Kommentar Bahn-Börsengang: Stoppsignal in letzter Minute
Wegen der Finanzmarktkrise wurde der Börsengang der Bahn verschoben. Jetzt wird es noch schwerer, die Teilprivatisierung zu rechtfertigen.
Malte Kreutzfeldt ist Leiter des taz-Ressorts Wirtschaft und Umwelt.
Der geplante Börsengang der Bahn findet vorerst nicht statt: Das ist inmitten der Finanzmarktkrise eine wirklich gute Nachricht. Selbst eingefleischte Befürworter der Teilprivatisierung mussten angesichts weltweiter Bankenpleiten und verunsicherter Anleger einsehen, dass bei einem Börsengang zum jetzigen Zeitpunkt auf unvertretbare Weise öffentliches Vermögen verschleudert worden wäre. Die Erlöse, die vom Bahn-Verkauf erwartet werden, hatten sich schließlich auf nur noch 4 Milliarden Euro halbiert - schon vor den jüngsten Kurseinbrüchen.
Die nun angekündigte Verschiebung sollte aber nicht das letzte Wort in dieser Sache sein. Vielmehr bietet sich jetzt die Chance, die Teilprivatisierung komplett zu überdenken.

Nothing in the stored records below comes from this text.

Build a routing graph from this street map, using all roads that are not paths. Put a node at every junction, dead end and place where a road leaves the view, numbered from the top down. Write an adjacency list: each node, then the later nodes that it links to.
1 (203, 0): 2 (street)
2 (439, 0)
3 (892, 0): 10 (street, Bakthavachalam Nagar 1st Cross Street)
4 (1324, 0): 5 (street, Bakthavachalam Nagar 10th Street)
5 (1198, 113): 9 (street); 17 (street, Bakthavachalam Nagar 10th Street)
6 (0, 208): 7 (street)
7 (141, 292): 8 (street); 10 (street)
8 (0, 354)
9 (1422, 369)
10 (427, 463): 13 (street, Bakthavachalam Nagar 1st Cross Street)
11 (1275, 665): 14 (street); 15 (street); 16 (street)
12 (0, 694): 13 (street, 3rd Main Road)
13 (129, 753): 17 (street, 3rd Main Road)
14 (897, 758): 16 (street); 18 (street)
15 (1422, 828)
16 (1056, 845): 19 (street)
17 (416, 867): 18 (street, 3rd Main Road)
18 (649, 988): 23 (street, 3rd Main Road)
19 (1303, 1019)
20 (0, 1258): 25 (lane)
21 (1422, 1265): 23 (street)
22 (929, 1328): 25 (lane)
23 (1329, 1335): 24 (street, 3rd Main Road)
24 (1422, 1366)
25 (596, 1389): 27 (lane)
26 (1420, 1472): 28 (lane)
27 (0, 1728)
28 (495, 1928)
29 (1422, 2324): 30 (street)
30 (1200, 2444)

Gute Argumente gibt es dafür mehr als je zuvor. Auch bei den ursprünglich erwarteten Einnahmen wäre die Bahn deutlich unter Wert verkauft worden. Um eine Rendite für die Investoren zu erwirtschaften, wären weitere Fahrpreiserhöhungen und Streckenstilllegungen nötig gewesen. Und anders als zuletzt beim umstrittenen Bedienzuschlag am Schalter könnte die Politik künftig auch nicht mehr ohne weiteres eingreifen.

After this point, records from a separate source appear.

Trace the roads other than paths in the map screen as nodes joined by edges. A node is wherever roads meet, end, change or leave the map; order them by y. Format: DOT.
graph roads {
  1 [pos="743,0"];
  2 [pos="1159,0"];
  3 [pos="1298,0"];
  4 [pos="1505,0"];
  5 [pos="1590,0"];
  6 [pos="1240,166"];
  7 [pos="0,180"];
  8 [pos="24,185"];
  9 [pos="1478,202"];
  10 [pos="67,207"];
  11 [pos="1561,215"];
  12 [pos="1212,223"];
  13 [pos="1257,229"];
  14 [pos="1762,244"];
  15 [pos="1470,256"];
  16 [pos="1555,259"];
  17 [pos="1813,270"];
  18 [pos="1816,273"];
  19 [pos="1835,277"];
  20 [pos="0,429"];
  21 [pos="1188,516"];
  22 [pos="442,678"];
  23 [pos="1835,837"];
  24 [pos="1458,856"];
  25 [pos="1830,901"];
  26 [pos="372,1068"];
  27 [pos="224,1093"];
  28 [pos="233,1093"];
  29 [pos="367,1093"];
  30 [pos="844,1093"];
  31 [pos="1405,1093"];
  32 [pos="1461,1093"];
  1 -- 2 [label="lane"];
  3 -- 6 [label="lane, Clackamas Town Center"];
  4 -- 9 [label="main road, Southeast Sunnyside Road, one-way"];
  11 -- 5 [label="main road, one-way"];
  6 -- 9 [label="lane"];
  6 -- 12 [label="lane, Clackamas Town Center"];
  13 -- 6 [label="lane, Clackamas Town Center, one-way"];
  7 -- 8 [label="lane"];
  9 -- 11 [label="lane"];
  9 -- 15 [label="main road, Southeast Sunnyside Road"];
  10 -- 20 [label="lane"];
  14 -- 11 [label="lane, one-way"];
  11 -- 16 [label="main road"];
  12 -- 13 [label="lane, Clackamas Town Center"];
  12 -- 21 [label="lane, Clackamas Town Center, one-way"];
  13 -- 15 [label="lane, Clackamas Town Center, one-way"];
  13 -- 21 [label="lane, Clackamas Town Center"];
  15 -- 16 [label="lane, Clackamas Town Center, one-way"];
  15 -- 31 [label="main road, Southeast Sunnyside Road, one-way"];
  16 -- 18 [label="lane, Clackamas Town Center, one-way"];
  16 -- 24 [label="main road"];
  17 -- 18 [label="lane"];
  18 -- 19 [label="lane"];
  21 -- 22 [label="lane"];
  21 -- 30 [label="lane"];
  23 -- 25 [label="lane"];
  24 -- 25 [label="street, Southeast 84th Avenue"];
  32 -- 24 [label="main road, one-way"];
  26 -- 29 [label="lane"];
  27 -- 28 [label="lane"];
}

Um das heikle Thema aus dem Wahlkampf herauszuhalten, wollen Bahn-Führung und Bundesregierung eine möglichst kurze Verschiebung des Börsengangs. Doch dieses Kalkül, das ein merkwürdiges Verständnis von Demokratie zeigt, dürfte nicht aufgehen. Die SPD wird sich schließlich irgendwann wieder darauf besinnen, dass sie dem Börsengang - gegen eine breite innerparteiliche Mehrheit - seinerzeit nur zugestimmt hatte, um den neuen Vorsitzenden Kurt Beck nicht zu beschädigen: ein Ziel, das sich mittlerweile erübrigt hat.

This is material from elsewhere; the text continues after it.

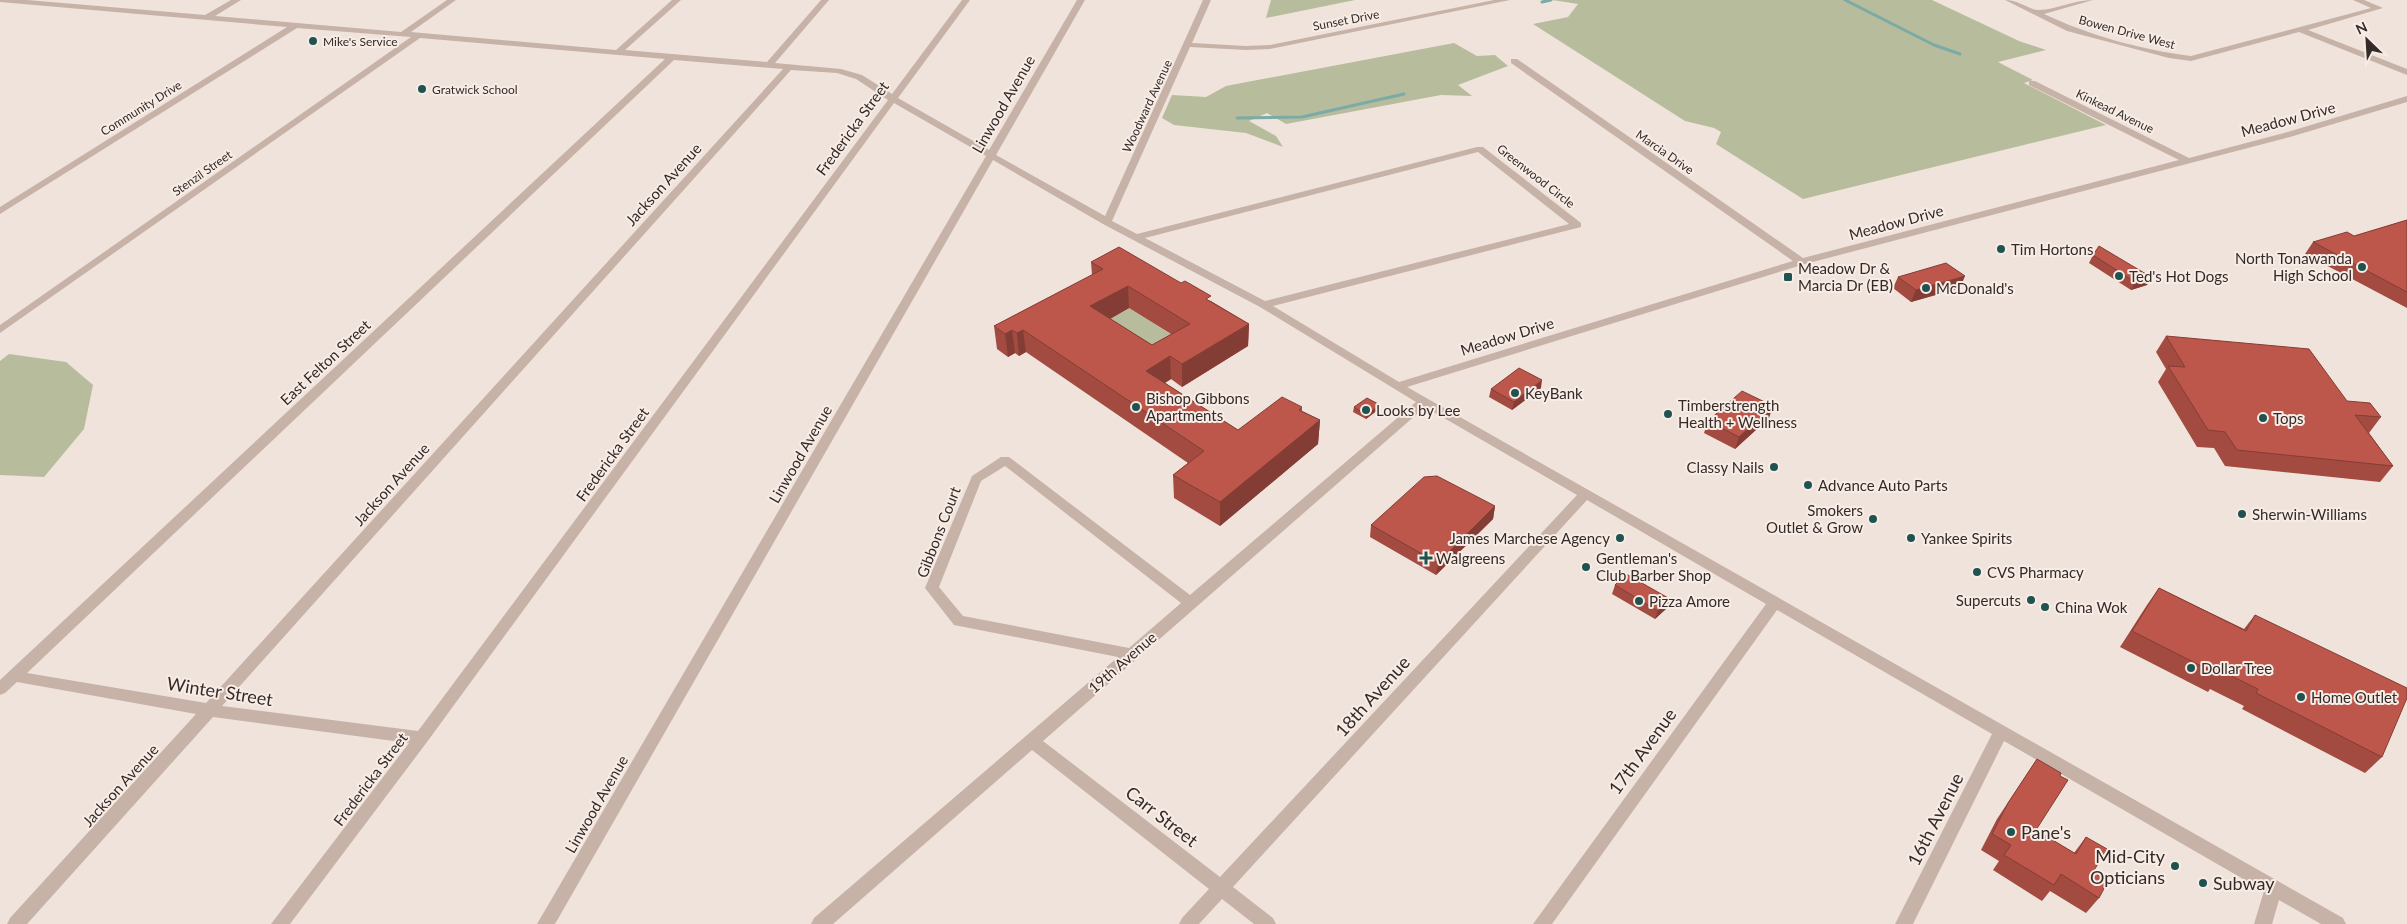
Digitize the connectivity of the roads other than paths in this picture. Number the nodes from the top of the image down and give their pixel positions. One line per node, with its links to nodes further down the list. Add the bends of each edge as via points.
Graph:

Zudem hat sich die öffentliche Stimmung weiter gedreht. Auch vor der Finanzkrise gab es schon eine breite Mehrheit gegen den Bahn-Verkauf. Nun aber gelten Banken und Investoren plötzlich als verantwortungslose Versager und der Staat als Garant von Sicherheit. Dass die Regierung mit der Bahn das letzte staatseigene Unternehmen mit einer wichtigen öffentlichen Aufgabe an Investoren verkaufen will, dürfte in Zukunft schwerer zu vermitteln sein als je zuvor.